А наутро та же трава и погода – ни Чистякова, ни войны; однако в трех дворах наших с удивительным спокойствием подтверждают: да, было дело– теперь война; подождем, сообщат… Да кто сказал-то?! А Чистяков и сказал.

Подождали еще денек – и ничего нам не сообщили, не подтвердилось, а нам и не до того было: погодка наконец выдалась – сено ворошить.

А мне – сено не ворошить. Я – на свой чердачок-с. У меня творческий процесс-с. А только чего – не знаю. Разве вид из окошка, в который раз, не суметь описать. Там-то как раз сено и ворошат. Баба и мужик. Костерочек в стороне развели. Отсюда не видно – кто. Наверно, Молчановы – их угол…

По стеклу на самом переднем плане муха ползет, и так же мысль моя уползает за мухой… Вот ведь, думаю, ни живопись и ни фото – никак этого не отобразить, что в эту рамку для меня вставлено кем-то, задолго до меня эту избу ставившим, никак планировку к виду из моего окошка, естественно, не учитывавшим, но меня, однако, к этому пейзажу приговорившим.

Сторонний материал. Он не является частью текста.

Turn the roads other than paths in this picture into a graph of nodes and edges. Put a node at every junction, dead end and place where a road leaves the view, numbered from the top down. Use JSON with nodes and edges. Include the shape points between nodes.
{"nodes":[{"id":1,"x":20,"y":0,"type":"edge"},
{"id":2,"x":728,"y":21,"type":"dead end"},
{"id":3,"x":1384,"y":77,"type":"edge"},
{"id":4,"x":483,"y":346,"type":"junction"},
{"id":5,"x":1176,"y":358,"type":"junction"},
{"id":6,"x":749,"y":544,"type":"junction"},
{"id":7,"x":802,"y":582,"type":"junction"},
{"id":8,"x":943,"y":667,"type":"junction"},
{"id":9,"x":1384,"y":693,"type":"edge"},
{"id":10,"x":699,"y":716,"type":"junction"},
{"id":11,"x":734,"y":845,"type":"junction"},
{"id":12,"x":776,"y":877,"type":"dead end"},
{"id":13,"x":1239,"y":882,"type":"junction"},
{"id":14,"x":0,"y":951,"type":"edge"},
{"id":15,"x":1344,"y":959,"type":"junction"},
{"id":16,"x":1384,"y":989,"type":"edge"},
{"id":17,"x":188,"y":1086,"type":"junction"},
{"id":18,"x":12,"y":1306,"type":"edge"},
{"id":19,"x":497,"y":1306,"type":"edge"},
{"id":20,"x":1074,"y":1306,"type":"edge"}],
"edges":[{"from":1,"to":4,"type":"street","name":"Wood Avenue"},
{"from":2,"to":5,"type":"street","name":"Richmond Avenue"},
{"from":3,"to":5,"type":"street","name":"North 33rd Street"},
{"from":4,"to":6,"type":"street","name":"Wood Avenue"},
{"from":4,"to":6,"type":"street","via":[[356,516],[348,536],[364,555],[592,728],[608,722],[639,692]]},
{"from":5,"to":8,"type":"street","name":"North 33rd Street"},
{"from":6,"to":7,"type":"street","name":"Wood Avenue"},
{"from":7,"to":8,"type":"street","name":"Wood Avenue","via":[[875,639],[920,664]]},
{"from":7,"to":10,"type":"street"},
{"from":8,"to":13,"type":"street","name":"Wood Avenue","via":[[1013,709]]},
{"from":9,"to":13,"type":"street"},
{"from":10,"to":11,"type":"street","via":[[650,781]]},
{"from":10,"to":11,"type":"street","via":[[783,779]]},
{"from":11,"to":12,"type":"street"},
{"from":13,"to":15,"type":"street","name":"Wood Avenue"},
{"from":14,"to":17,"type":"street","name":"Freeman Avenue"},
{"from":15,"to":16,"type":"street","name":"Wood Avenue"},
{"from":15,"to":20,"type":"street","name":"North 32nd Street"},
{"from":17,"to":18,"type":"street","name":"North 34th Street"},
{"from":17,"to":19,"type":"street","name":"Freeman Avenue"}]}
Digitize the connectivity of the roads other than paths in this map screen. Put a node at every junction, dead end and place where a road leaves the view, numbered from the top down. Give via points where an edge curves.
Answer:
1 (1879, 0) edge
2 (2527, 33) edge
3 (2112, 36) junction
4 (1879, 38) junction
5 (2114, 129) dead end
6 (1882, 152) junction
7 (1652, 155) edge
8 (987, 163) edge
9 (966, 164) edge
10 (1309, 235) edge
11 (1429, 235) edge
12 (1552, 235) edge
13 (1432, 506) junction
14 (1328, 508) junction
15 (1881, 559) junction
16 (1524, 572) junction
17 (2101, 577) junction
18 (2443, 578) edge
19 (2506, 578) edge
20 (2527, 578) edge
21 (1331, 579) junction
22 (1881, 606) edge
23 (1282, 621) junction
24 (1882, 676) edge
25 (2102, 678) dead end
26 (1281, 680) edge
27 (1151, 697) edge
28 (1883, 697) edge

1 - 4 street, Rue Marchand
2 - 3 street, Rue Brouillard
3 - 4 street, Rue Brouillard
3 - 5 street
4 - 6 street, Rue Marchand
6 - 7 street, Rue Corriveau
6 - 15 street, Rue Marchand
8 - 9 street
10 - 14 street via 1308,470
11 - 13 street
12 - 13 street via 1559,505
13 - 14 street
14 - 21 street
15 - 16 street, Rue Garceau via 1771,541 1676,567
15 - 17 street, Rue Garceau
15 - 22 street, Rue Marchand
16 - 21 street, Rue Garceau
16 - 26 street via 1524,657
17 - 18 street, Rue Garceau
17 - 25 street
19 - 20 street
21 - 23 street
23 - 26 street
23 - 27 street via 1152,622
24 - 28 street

Не сфотографируешь так, чтобы и рама окошка, как рама картины, и муха ползает по картине, а на переднем плане столб, проводами, как нотными линейками, пейзаж для начала разлиновавший так, что на нижней линейке еще забор, на средней как раз сено ворошат, а на верхних двух – уже дальний лес и само небо…

Стоило отвернуться это записать, как ушла баба, улетела муха, мужик на глазах скрылся за стог, осталась одна собачка, которой до того, надо сказать, не было. А мужик-то, было пропавший, затоптал костерок, да в ту же сторону, что баба исчезла, и направляется.

А теперь оглянусь и – ничего: ни дымка, ни собачки. И свет переменился. Мирный пейзаж, столь утешающий своей вечностью! Где ты? Какое бешеное время свистит в нем! Тахикардия какая-то. Мчание. Не говоря уж о ветерке и облаках… а там, под спудом, тихой сапой, там гриб растет, да вошь ползет, да мышь шуршит. Дымок оторвался от земли, как душа, уже сам, без мужика – от порыва, от ветра – и нет его. Пейзаж закрыт на обед. Кошка Наташка по опустевшему пейзажу к дому идет, тоже обедать, тоже кормить… сейчас и меня позовут снизу суп есть и – пропал пейзаж!

Так и было. Война не война, а шевелиться надо. Пора. Живой человек всегда только начал жить. Вот и я сейчас начну, но с чего? С этого или с того? Ужасна эта папка заброшенных начал и набросков – загибаются углы, желтеет бумага, выцветает текст, а ни с места. Не это, и не это, и этого неохота… Пейзаж не пейзаж… а какой-то свист времени: две бабочки об него теперь бьются, стукаются через стекло о пририсованных наспех овечек… Может, это? Ну уж нет! Сколько же это прошло? Семнадцать с половиной. Не минут (вот за минуту сколько в пейзаже случилось!), не часов (вон сколько за утро наворошили!..), не дней (вот уже неделя, как я здесь…), а– лет!! Лет, минут – какая разница! Мне было тридцать… Разница – НАЛИЦО. Не тот был чердак. И вид не тот. Продолжение не следует. Продолж…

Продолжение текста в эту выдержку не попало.